In this guest post, Rob Marston argues that now content is catching up with tablets, marketers need to get involved.
I am a gadget addict.
My first iPad was imported from the US and I joined a bunch of fellow gadget nuts getting our gadgety little hands on it months before the rest of Australia. During the new gadget high I did a lot of surfing and news and video watching, but soon my over-eager purchase lay gleaming and dormant on the kitchen bench for days at a time, struggling to find its role in my gadgety life.
Then my wife got hold of it and preferred the convenience of the iPad over the laptop. She used it as a communication tool – email, chat and video calls not to mention updating social media. Catch-Up TV came to iPad and ABC iView kept my little girl still enough to feed during meal times. My in-house researcher (wife) had multiple browser windows open with the latest holiday options, exchange rates and local weather reports.
The content had finally caught up with the device and the tablet had finally found its home.

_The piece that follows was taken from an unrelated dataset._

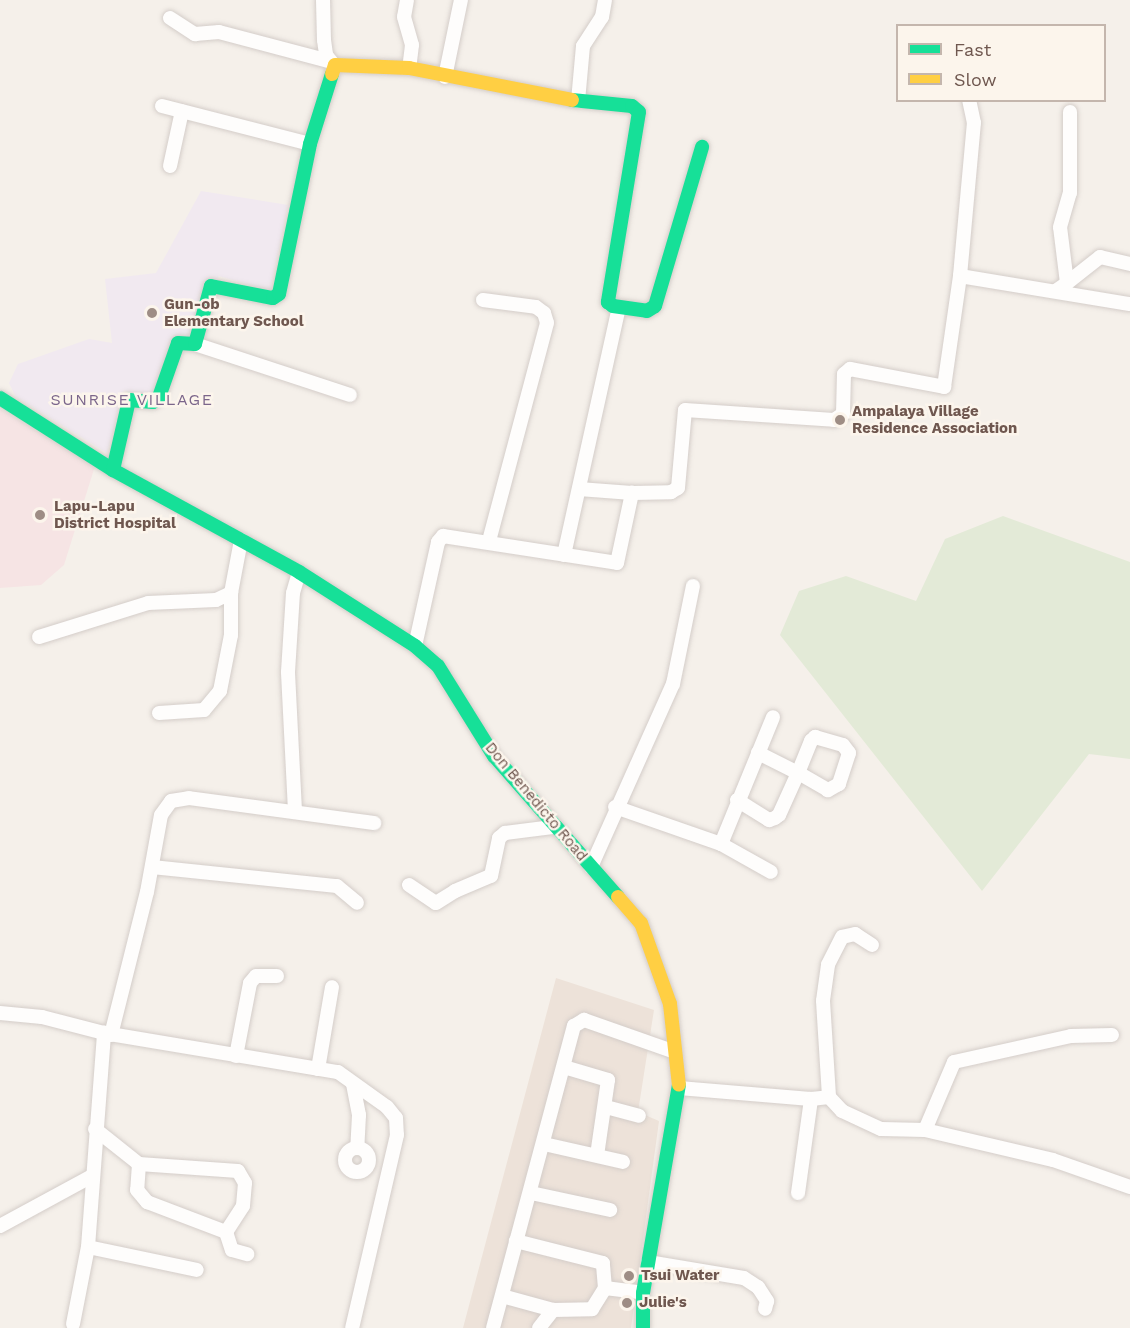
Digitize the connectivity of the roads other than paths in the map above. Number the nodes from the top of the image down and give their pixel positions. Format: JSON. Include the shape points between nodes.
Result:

The tablet is officially the fastest growing computer device in history, growing a whopping 260% last year in Australia alone. IDC forecast by 2015, over a third of Australians will own a tablet PC (the figure stands currently at around 10%) and this change will have a profound and irreversible effect on how advertisers can engage with their audience….and it is only two years away.
But what does this mean for advertisers?
When thinking of media consumption across each channel, a simple way to look at planning across smartphone, tablet and PC is Snack, Dine or Cook.
- Smartphone users snack for information on the move, restaurant numbers, maps, retail in-store ‘scan and scram’.
- Tablet users connect to the internet over Wi-fi 90% of the time (compared to 37% on mobile) to ‘dine’ at home, in a café or departure lounge with more time to be entertained and informed.
- The PC is still where the ‘cooking’ is done, processing large amounts of information and video as well as a large number of documents.
When you understand snack, dine and cook, you can start to think about different screens for different needs, integrating not isolating your messages as well as how to deliver engaging content to these audiences at the right time in the right way.
For example, if we know that tablet users have longer session times, then advertisers can deliver longer form video, making sharing across social platforms easy. They could consider creating a simple game – 50% of tablet use is gaming…and not just the XBOX/PS3 crew either, I am talking about the social gaming phenomenon – that is Words with Friends, Draw Something etc – at least according to the key demographic, my mother-in-law)
The tablet market is currently a one horse tablet race with iPad’s marketshare standing at more than 75% and almost all the remainder Android.
Apple will have the tablet install base advantage for the next couple of years and as such should be a fundamental part of the planning process.
This virtual monopoly will and is changing as newer, smarter and ultimately cheaper devices enter the market. Android tablets are proliferating and prices are being driven down as more entrants jump on the bandwagon. Oh and be sure to keep an eye on Microsoft with their new platform – an awesome interface both on phone and tablet.
Having been involved with early stage technology throughout my career, I have been lucky enough to witness two interesting and consistent pitfalls that I would like to help you avoid.
Firstly, don’t stand around pontificating, postulating and procrastinating, start your discovery into the tablet world with a low risk trial and start understanding your consumer . This will make you better armed against your competitors who will continue to suffer from ‘analysis paralysis’.
Secondly, in a world where there are very few differentiators in established media channels, the tablet offers a rich and exciting canvas for advertisers. Organisations that create a tablet destination/experience are seen as innovators and this will have a halo effect on the rest of your brand. Understanding your audience and their habits on these devices and providing real entertainment may well give you the exciting gadgety fix that is often saved for the early adopters.